# Input records
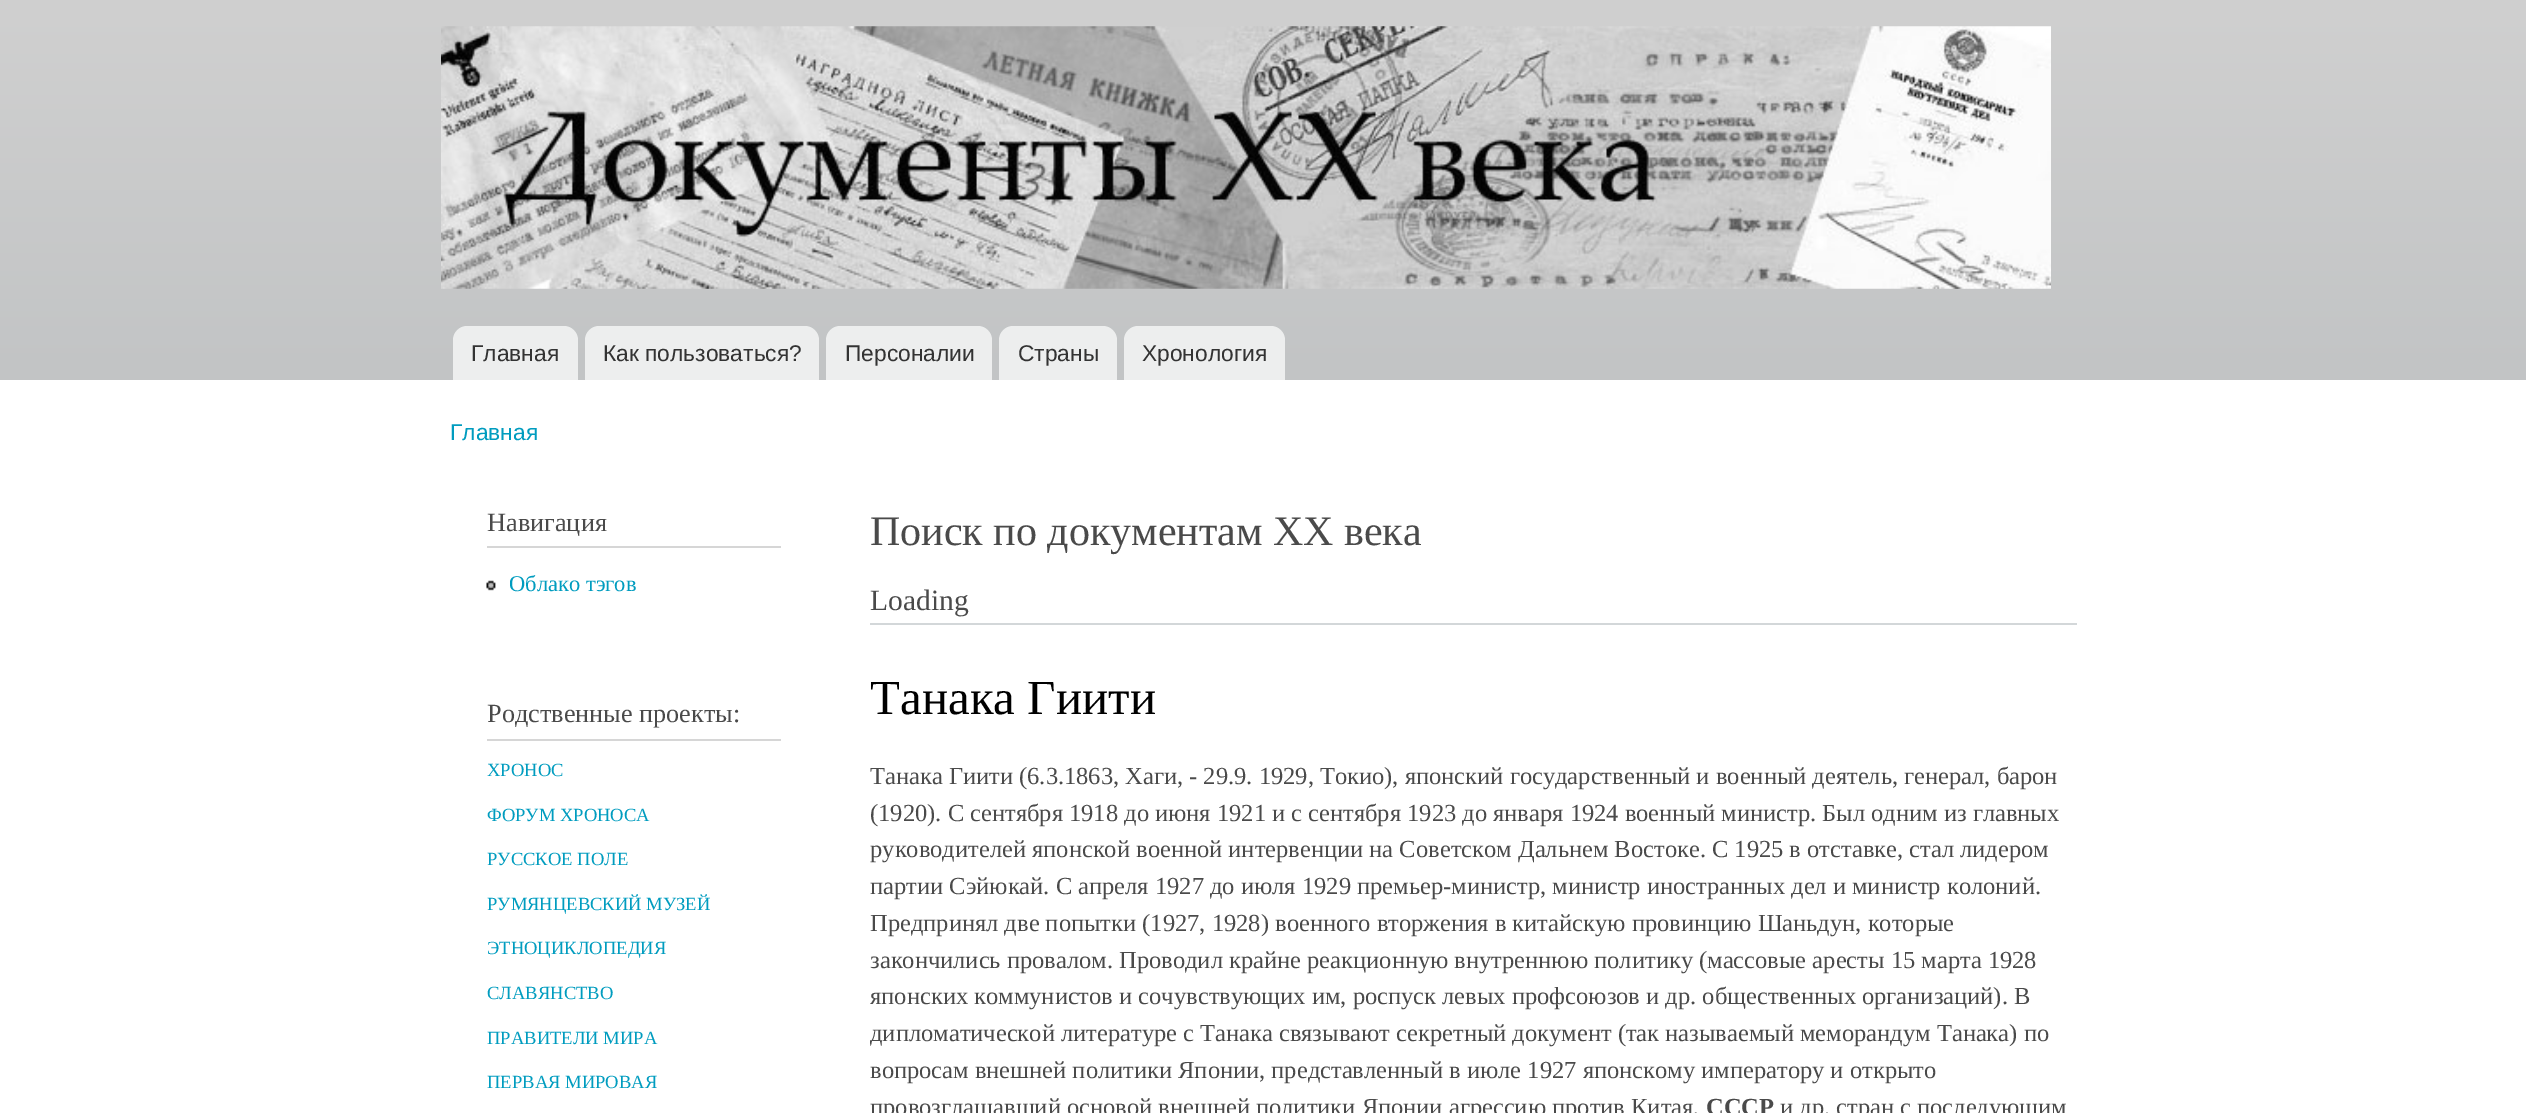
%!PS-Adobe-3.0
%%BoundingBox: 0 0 2526 1113
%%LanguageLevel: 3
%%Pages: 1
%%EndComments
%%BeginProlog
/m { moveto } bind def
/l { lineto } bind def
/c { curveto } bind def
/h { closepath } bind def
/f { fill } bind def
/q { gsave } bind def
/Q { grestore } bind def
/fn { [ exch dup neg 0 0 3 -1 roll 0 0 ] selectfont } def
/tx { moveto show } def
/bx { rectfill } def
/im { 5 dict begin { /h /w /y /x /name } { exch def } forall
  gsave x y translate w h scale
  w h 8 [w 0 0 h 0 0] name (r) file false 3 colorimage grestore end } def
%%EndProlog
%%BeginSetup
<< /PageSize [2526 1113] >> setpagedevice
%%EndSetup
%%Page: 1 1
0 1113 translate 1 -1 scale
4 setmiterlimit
1 setgray
0 0 2526 1113 bx
q 0 0 m 2526 0 l 2526 380 l 0 380 l h clip newpath
<< /ShadingType 2 /ColorSpace /DeviceRGB /Coords [1264 0 1264 380] /Extend [true true] /Function << /FunctionType 2 /Domain [0 1] /C0 [0.816 0.816 0.816] /C1 [0.761 0.769 0.773] /N 1 >> >> shfill Q
(image0.raw) 441 26 1610 263 im
0.929 0.933 0.933 setrgbcolor
467 326 m 564 326 l 571.5 326 578 332.5 578 340 c 578 380 l 453 380 l 453 340 l 453 332.5 459.5 326 467 326 c h f
/LiberationSans-Regular 22.75 fn
0.2 setgray
(Главная) 471 361 tx
0.929 0.933 0.933 setrgbcolor
599 326 m 805 326 l 812.5 326 819 332.5 819 340 c 819 380 l 585 380 l 585 340 l 585 332.5 591.5 326 599 326 c h f
0.2 setgray
(Как пользоваться?) 603 361 tx
0.929 0.933 0.933 setrgbcolor
840 326 m 978 326 l 985.5 326 992 332.5 992 340 c 992 380 l 826 380 l 826 340 l 826 332.5 832.5 326 840 326 c h f
0.2 setgray
(Персоналии) 845 361 tx
0.929 0.933 0.933 setrgbcolor
1013 326 m 1103 326 l 1110.5 326 1117 332.5 1117 340 c 1117 380 l 999 380 l 999 340 l 999 332.5 1005.5 326 1013 326 c h f
0.2 setgray
(Страны) 1018 361 tx
0.929 0.933 0.933 setrgbcolor
1138 326 m 1271 326 l 1278.5 326 1285 332.5 1285 340 c 1285 380 l 1124 380 l 1124 340 l 1124 332.5 1130.5 326 1138 326 c h f
0.2 setgray
(Хронология) 1142 361 tx
0 0.612 0.749 setrgbcolor
(Главная) 450 440 tx
0.839 setgray
487 546 294 2 bx
/LiberationSerif-Regular 26.25 fn
0.29 setgray
(Навигация) 487 531 tx
(image1.raw) 486 580 10 11 im
/LiberationSerif-Regular 22.5 fn
0 0.612 0.749 setrgbcolor
(Облако тэгов) 509 591 tx
0.839 setgray
487 739 294 2 bx
/LiberationSerif-Regular 26.25 fn
0.29 setgray
(Родственные проекты:) 487 722 tx
/LiberationSerif-Regular 18.6 fn
0 0.612 0.749 setrgbcolor
(ХРОНОС) 487 776 tx
(ФОРУМ ХРОНОСА) 487 821 tx
(РУССКОЕ ПОЛЕ) 487 865 tx
(РУМЯНЦЕВСКИЙ МУЗЕЙ) 487 910 tx
(ЭТНОЦИКЛОПЕДИЯ) 487 954 tx
(СЛАВЯНСТВО) 487 999 tx
(ПРАВИТЕЛИ МИРА) 487 1044 tx
(ПЕРВАЯ МИРОВАЯ) 487 1088 tx
0.827 0.843 0.851 setrgbcolor
870 623 1207 2 bx
/LiberationSerif-Regular 42 fn
0.29 setgray
(Поиск по документам XX века) 870 545 tx
/LiberationSerif-Regular 29.5 fn
(Loading) 870 610 tx
/LiberationSerif-Regular 49 fn
0 setgray
(Танака Гиити) 870 714 tx
/LiberationSerif-Regular 24.5 fn
0.29 setgray
(Танака Гиити \(6.3.1863, Хаги, - 29.9. 1929, Токио\), японский государственный и военный деятель, генерал, барон) 870 784 tx
(\(1920\). С сентября 1918 до июня 1921 и с сентября 1923 до января 1924 военный министр. Был одним из главных) 870 821 tx
(руководителей японской военной интервенции на Советском Дальнем Востоке. С 1925 в отставке, стал лидером) 870 857 tx
(партии Сэйюкай. С апреля 1927 до июля 1929 премьер-министр, министр иностранных дел и министр колоний.) 870 894 tx
(Предпринял две попытки \(1927, 1928\) военного вторжения в китайскую провинцию Шаньдун, которые) 870 931 tx
(закончились провалом. Проводил крайне реакционную внутреннюю политику \(массовые аресты 15 марта 1928) 870 968 tx
(японских коммунистов и сочувствующих им, роспуск левых профсоюзов и др. общественных организаций\). В) 870 1004 tx
(дипломатической литературе с Танака связывают секретный документ \(так называемый меморандум Танака\) по) 870 1041 tx
(вопросам внешней политики Японии, представленный в июле 1927 японскому императору и открыто) 870 1078 tx
(провозглашавший основой внешней политики Японии агрессию против Китая,) 870 1115 tx
/LiberationSerif-Bold 24.5 fn
(СССР) 1706 1115 tx
/LiberationSerif-Regular 24.5 fn
(и др. стран с последующим) 1780 1115 tx
showpage
%%EOF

# Requirement
Using the entries above, give again exactly the lines from the line holding "5 dict begin" through the line holding "0 1113 translate 1 -1 scale". Include both end lines and nothing else.

# Written response
/im { 5 dict begin { /h /w /y /x /name } { exch def } forall
  gsave x y translate w h scale
  w h 8 [w 0 0 h 0 0] name (r) file false 3 colorimage grestore end } def
%%EndProlog
%%BeginSetup
<< /PageSize [2526 1113] >> setpagedevice
%%EndSetup
%%Page: 1 1
0 1113 translate 1 -1 scale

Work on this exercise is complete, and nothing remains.